Safety Standard Innovation

Overview

Safety is a preventative thing, it is something to do to prevent harm to occur. However, what is considered to be safe for one person, is definitely not for another. One of the key items to employ is using "standards"

Bigger and Bigger Factor of Safety Doesn't FEEL "Safe"

In my past experience, i kept being asked if i can have higher factor of safety. If something has FOS 1.4, someone may ask to raise to 1.5, if i have 1.5, someone would want to raise to 2.0, if i have 2.0, someone may ask for 3.0....someone can have higher and higher "requirement". This is natural for management to be "more safe"

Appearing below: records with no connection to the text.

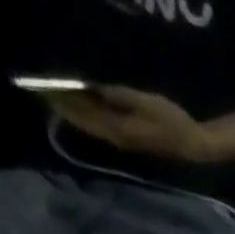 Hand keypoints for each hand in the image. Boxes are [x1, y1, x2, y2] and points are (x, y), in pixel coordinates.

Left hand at [49, 85, 217, 162]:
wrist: (193, 147)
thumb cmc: (173, 122)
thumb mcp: (147, 103)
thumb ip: (119, 96)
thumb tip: (93, 87)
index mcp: (117, 129)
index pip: (82, 113)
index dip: (62, 100)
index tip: (42, 86)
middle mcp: (115, 138)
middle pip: (82, 122)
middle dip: (63, 107)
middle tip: (41, 91)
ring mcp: (121, 142)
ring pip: (89, 127)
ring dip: (72, 114)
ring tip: (56, 99)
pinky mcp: (127, 140)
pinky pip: (99, 128)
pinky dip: (86, 118)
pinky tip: (80, 110) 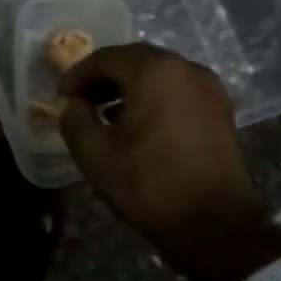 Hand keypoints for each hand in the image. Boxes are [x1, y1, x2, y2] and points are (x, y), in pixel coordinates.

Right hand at [58, 42, 280, 280]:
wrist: (212, 222)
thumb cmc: (146, 183)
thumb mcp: (93, 152)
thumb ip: (75, 119)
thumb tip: (75, 105)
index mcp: (154, 72)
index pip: (106, 58)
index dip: (78, 74)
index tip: (60, 95)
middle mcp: (186, 69)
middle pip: (136, 60)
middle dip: (104, 77)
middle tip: (80, 99)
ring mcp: (209, 89)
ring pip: (159, 74)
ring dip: (128, 87)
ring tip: (105, 114)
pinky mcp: (220, 110)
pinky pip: (177, 90)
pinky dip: (152, 97)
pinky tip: (136, 124) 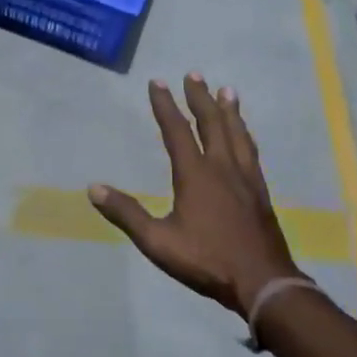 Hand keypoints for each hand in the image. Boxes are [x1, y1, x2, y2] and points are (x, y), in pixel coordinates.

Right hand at [90, 75, 305, 318]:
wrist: (263, 282)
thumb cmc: (206, 260)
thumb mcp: (157, 241)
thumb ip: (126, 214)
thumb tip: (94, 188)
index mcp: (196, 175)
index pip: (177, 131)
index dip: (165, 105)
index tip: (157, 82)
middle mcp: (222, 168)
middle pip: (212, 124)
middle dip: (200, 98)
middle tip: (194, 74)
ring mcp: (246, 179)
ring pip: (237, 134)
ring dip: (229, 110)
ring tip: (227, 91)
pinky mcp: (260, 192)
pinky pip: (251, 152)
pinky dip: (245, 134)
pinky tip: (245, 135) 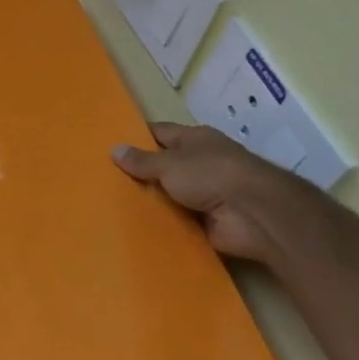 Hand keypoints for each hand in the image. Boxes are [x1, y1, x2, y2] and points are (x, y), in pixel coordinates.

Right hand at [113, 122, 308, 262]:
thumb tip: (114, 149)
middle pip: (164, 165)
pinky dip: (162, 223)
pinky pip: (177, 220)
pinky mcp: (207, 220)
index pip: (160, 133)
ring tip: (112, 204)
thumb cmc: (210, 174)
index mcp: (195, 140)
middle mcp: (201, 163)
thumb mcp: (169, 163)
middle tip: (104, 179)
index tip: (111, 145)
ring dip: (150, 200)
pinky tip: (135, 226)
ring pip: (169, 194)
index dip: (137, 137)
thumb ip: (142, 160)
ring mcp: (206, 193)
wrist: (253, 214)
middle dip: (140, 172)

However, this is not always the case. Let's say i have a robotic arm overhead that has 3 joints and 50kg design to have fatigue 1.6 FOS with high static FOS. Increase the FOS to 5.0 will need to make the first joint about more than 3x more weight, with 3x more weight, the actuator may need to size up a few models, the secondary joint may therefore need to support 6x-10x more weight, the final joint may need to size up the actuator and weight as well. The final product 20x-40x more weight than the original weight. Let's say for someone walking around it, will the person feel more safety walking around a 50kg of arm, or 1000kg of arm?

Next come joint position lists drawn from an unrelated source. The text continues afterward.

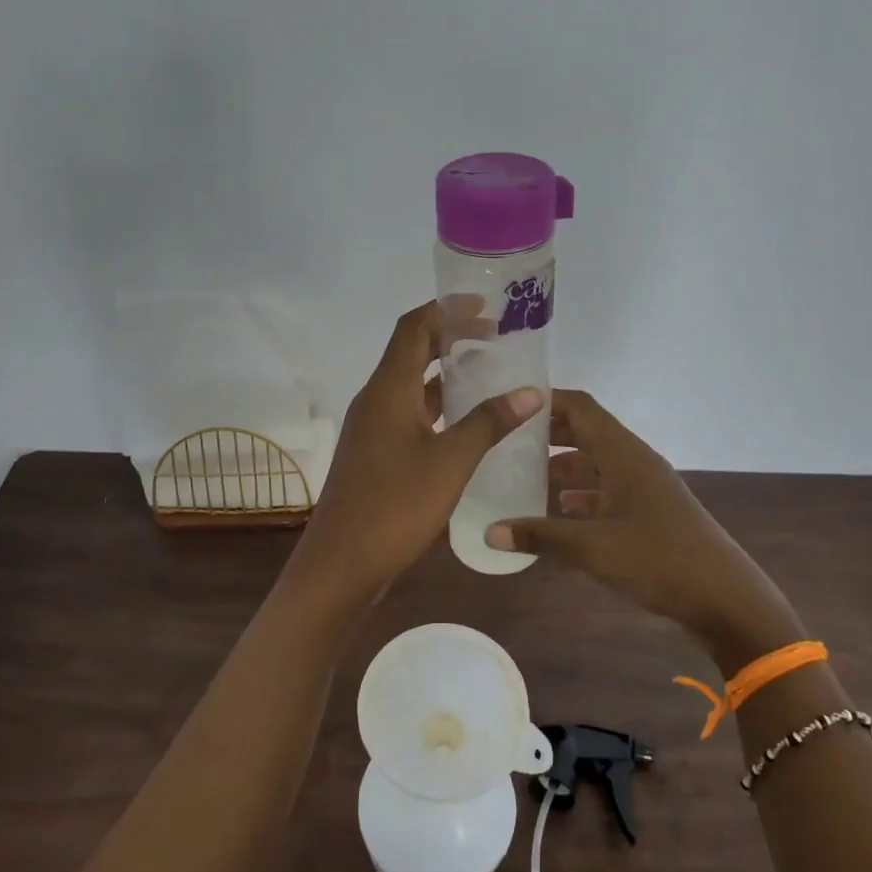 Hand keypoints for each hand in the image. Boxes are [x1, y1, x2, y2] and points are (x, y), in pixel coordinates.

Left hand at [289, 301, 541, 601]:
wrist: (340, 565)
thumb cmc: (394, 507)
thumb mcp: (450, 462)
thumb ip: (489, 423)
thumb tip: (531, 391)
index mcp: (388, 390)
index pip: (414, 328)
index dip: (446, 310)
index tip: (485, 307)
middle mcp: (375, 400)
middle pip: (412, 352)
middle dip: (451, 338)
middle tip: (496, 338)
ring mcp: (372, 428)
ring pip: (411, 386)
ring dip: (445, 374)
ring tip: (489, 373)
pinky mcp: (375, 454)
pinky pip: (409, 414)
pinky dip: (438, 407)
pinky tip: (467, 423)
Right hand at [485, 390, 803, 661]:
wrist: (726, 599)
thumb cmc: (659, 560)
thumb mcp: (592, 548)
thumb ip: (539, 536)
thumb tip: (489, 532)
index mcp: (623, 454)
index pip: (580, 407)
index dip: (545, 401)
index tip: (508, 404)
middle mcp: (634, 461)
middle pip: (586, 433)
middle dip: (547, 436)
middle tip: (505, 443)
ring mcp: (644, 488)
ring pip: (595, 464)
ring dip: (562, 468)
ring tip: (521, 480)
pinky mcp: (650, 513)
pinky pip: (606, 491)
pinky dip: (580, 496)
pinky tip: (557, 515)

Safety of feeling is very tricky.

Strategy

Sometimes, the simplest solution is to stick to a standards, employing secondary safety. Most of the time, this is sufficient. Adding sensors, human monitoring systems can also make this much better. Standards are there because there has been past experience to proof something is safety under the said condition. Trusting that is much better than unreasonable feelings.